[What the exercise asks] For this task, copy all of the data below exactly and skip the pictures.

[Available data]
□ □ □ □ □ □ □

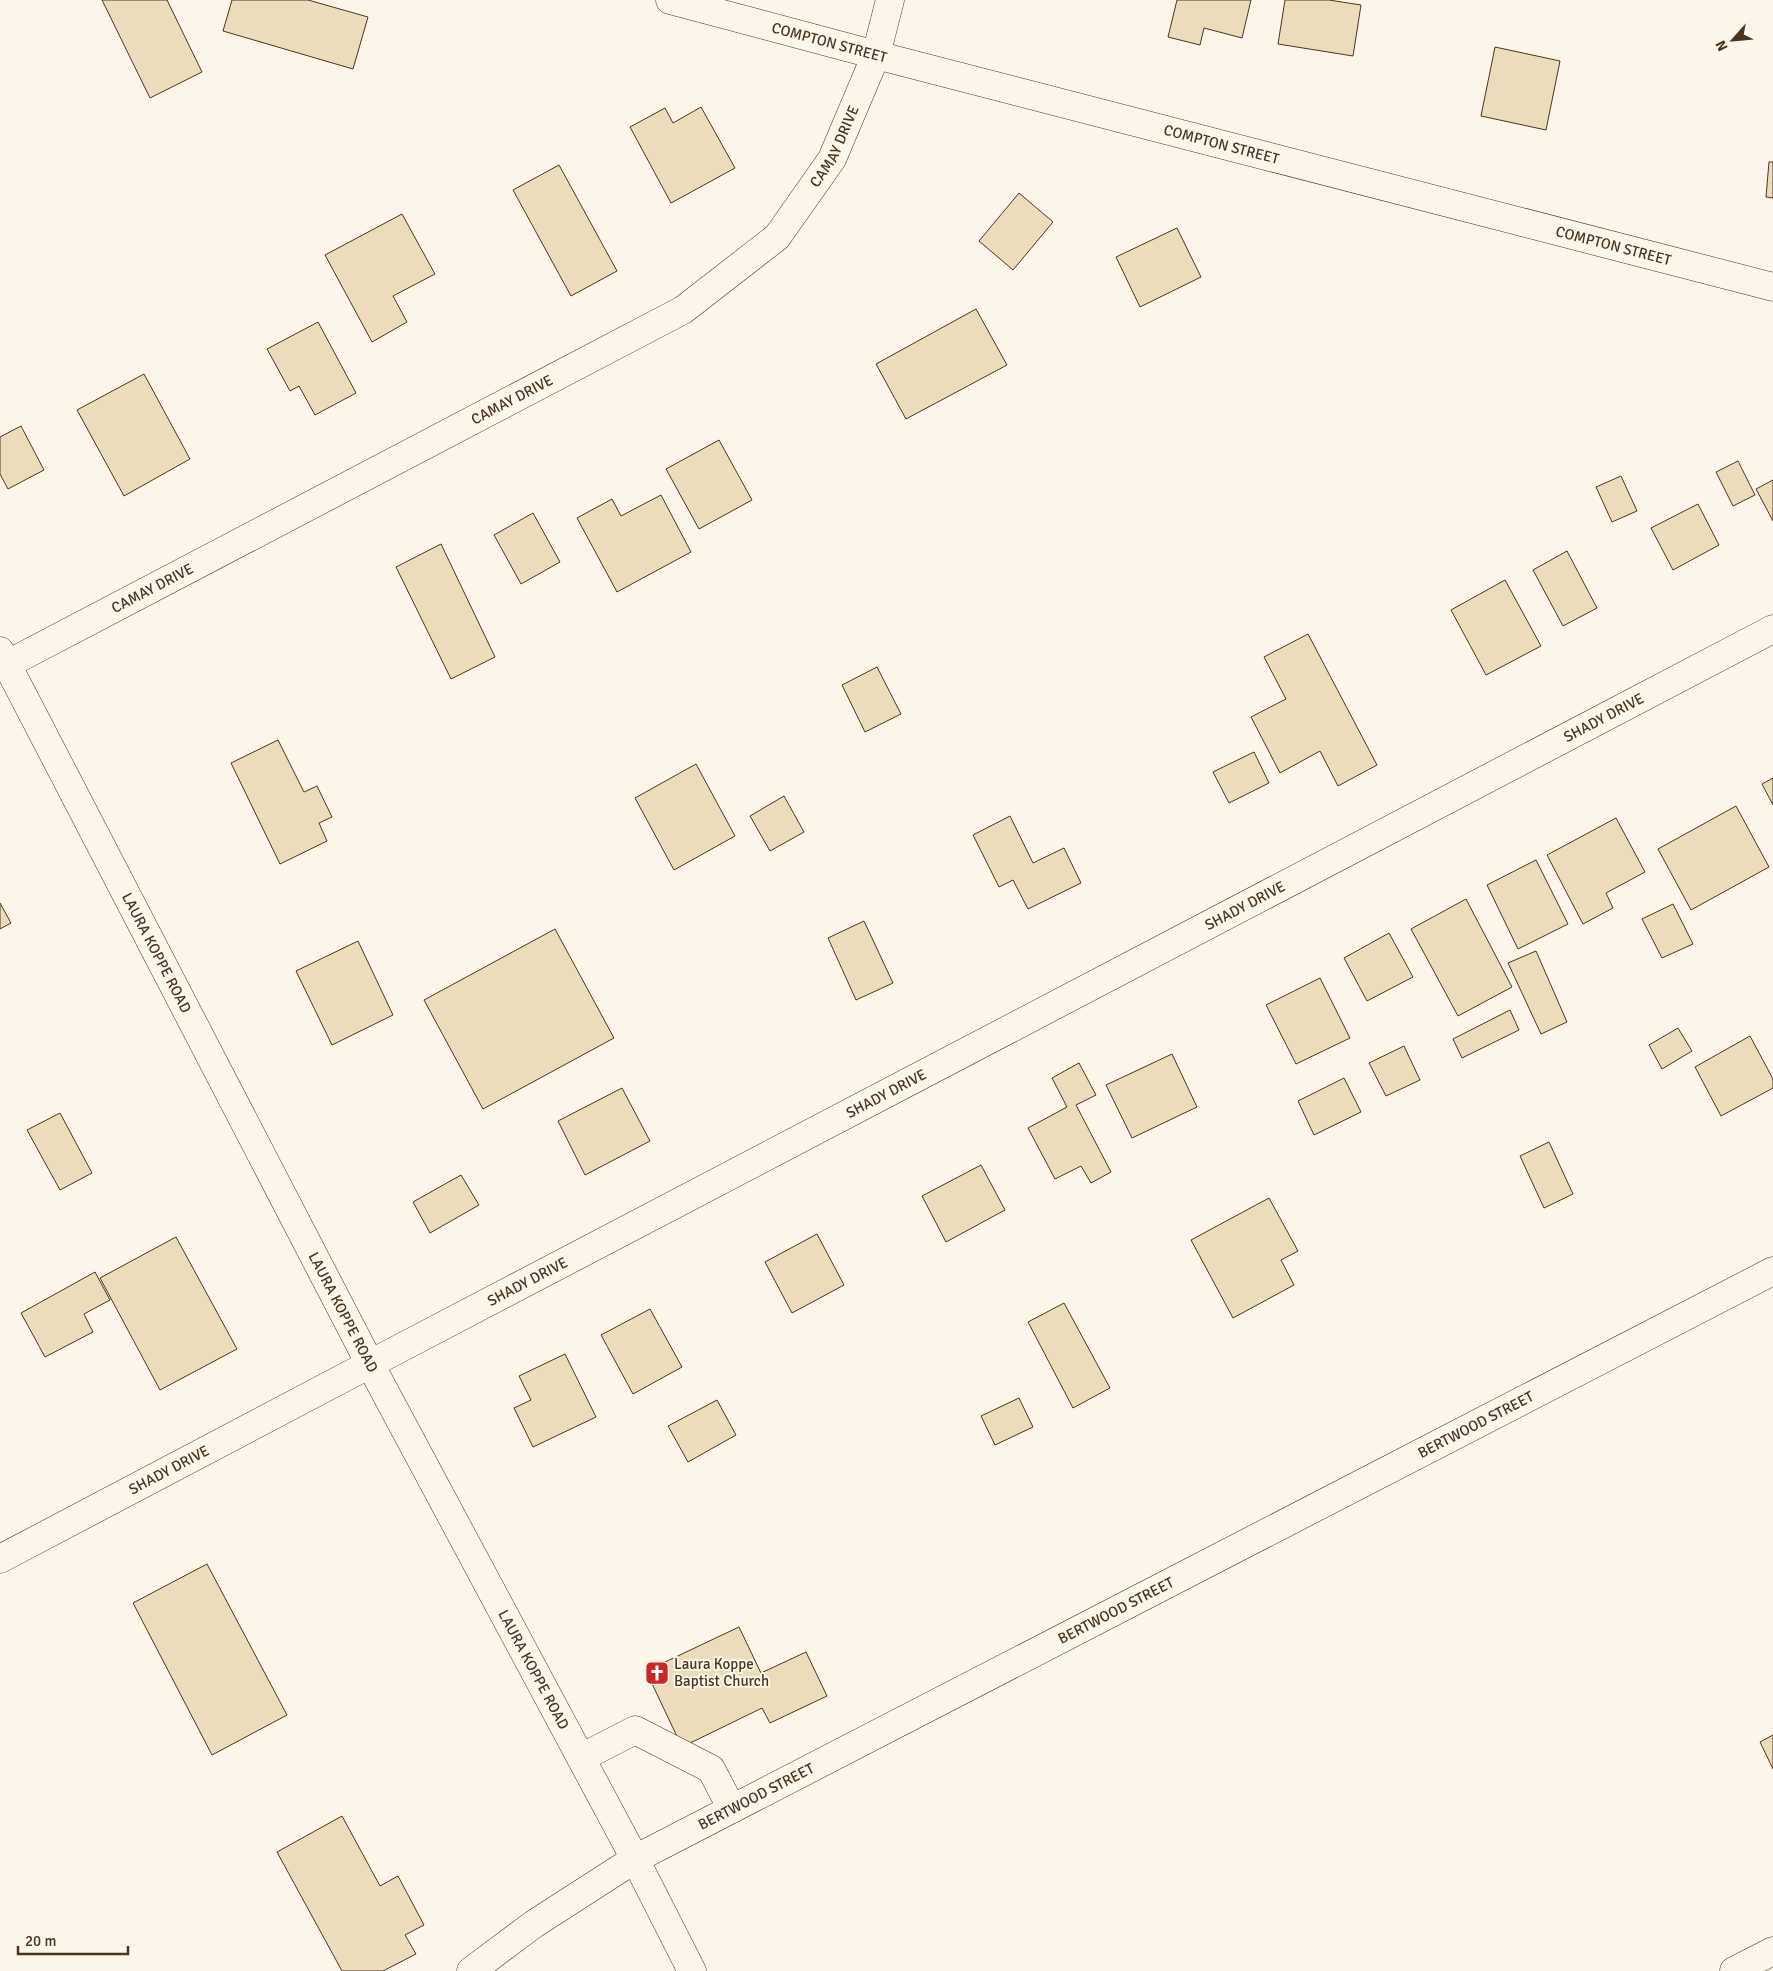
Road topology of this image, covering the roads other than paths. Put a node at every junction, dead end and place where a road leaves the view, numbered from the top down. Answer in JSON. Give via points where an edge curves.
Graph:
{"nodes":[{"id":1,"x":670,"y":0,"type":"edge"},
{"id":2,"x":890,"y":0,"type":"edge"},
{"id":3,"x":876,"y":55,"type":"junction"},
{"id":4,"x":1773,"y":287,"type":"edge"},
{"id":5,"x":1773,"y":629,"type":"edge"},
{"id":6,"x":2,"y":661,"type":"edge"},
{"id":7,"x":1773,"y":1271,"type":"edge"},
{"id":8,"x":370,"y":1364,"type":"junction"},
{"id":9,"x":0,"y":1559,"type":"edge"},
{"id":10,"x":581,"y":1758,"type":"junction"},
{"id":11,"x":732,"y":1809,"type":"junction"},
{"id":12,"x":635,"y":1859,"type":"junction"},
{"id":13,"x":1773,"y":1951,"type":"edge"},
{"id":14,"x":471,"y":1971,"type":"edge"},
{"id":15,"x":692,"y":1971,"type":"edge"},
{"id":16,"x":1734,"y":1971,"type":"edge"}],
"edges":[{"from":1,"to":3,"type":"street","name":"COMPTON STREET"},
{"from":2,"to":3,"type":"street","name":"CAMAY DRIVE"},
{"from":3,"to":4,"type":"street","name":"COMPTON STREET"},
{"from":3,"to":6,"type":"street","name":"CAMAY DRIVE","via":[[832,159],[777,237],[684,310]]},
{"from":5,"to":8,"type":"street","name":"SHADY DRIVE"},
{"from":6,"to":8,"type":"street","name":"LAURA KOPPE ROAD"},
{"from":7,"to":11,"type":"street","name":"BERTWOOD STREET"},
{"from":8,"to":9,"type":"street","name":"SHADY DRIVE"},
{"from":8,"to":10,"type":"street","name":"LAURA KOPPE ROAD"},
{"from":10,"to":11,"type":"street","via":[[635,1730],[711,1769]]},
{"from":10,"to":12,"type":"street","name":"LAURA KOPPE ROAD"},
{"from":11,"to":12,"type":"street","name":"BERTWOOD STREET"},
{"from":12,"to":14,"type":"street","name":"BERTWOOD STREET","via":[[534,1924]]},
{"from":12,"to":15,"type":"street","name":"LAURA KOPPE ROAD"},
{"from":13,"to":16,"type":"street"}]}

□ □ □ □ □ □ □

[Answer to this exercise]
Road topology of this image, covering the roads other than paths. Put a node at every junction, dead end and place where a road leaves the view, numbered from the top down. Answer in JSON. Give via points where an edge curves.
Graph:
{"nodes":[{"id":1,"x":670,"y":0,"type":"edge"},
{"id":2,"x":890,"y":0,"type":"edge"},
{"id":3,"x":876,"y":55,"type":"junction"},
{"id":4,"x":1773,"y":287,"type":"edge"},
{"id":5,"x":1773,"y":629,"type":"edge"},
{"id":6,"x":2,"y":661,"type":"edge"},
{"id":7,"x":1773,"y":1271,"type":"edge"},
{"id":8,"x":370,"y":1364,"type":"junction"},
{"id":9,"x":0,"y":1559,"type":"edge"},
{"id":10,"x":581,"y":1758,"type":"junction"},
{"id":11,"x":732,"y":1809,"type":"junction"},
{"id":12,"x":635,"y":1859,"type":"junction"},
{"id":13,"x":1773,"y":1951,"type":"edge"},
{"id":14,"x":471,"y":1971,"type":"edge"},
{"id":15,"x":692,"y":1971,"type":"edge"},
{"id":16,"x":1734,"y":1971,"type":"edge"}],
"edges":[{"from":1,"to":3,"type":"street","name":"COMPTON STREET"},
{"from":2,"to":3,"type":"street","name":"CAMAY DRIVE"},
{"from":3,"to":4,"type":"street","name":"COMPTON STREET"},
{"from":3,"to":6,"type":"street","name":"CAMAY DRIVE","via":[[832,159],[777,237],[684,310]]},
{"from":5,"to":8,"type":"street","name":"SHADY DRIVE"},
{"from":6,"to":8,"type":"street","name":"LAURA KOPPE ROAD"},
{"from":7,"to":11,"type":"street","name":"BERTWOOD STREET"},
{"from":8,"to":9,"type":"street","name":"SHADY DRIVE"},
{"from":8,"to":10,"type":"street","name":"LAURA KOPPE ROAD"},
{"from":10,"to":11,"type":"street","via":[[635,1730],[711,1769]]},
{"from":10,"to":12,"type":"street","name":"LAURA KOPPE ROAD"},
{"from":11,"to":12,"type":"street","name":"BERTWOOD STREET"},
{"from":12,"to":14,"type":"street","name":"BERTWOOD STREET","via":[[534,1924]]},
{"from":12,"to":15,"type":"street","name":"LAURA KOPPE ROAD"},
{"from":13,"to":16,"type":"street"}]}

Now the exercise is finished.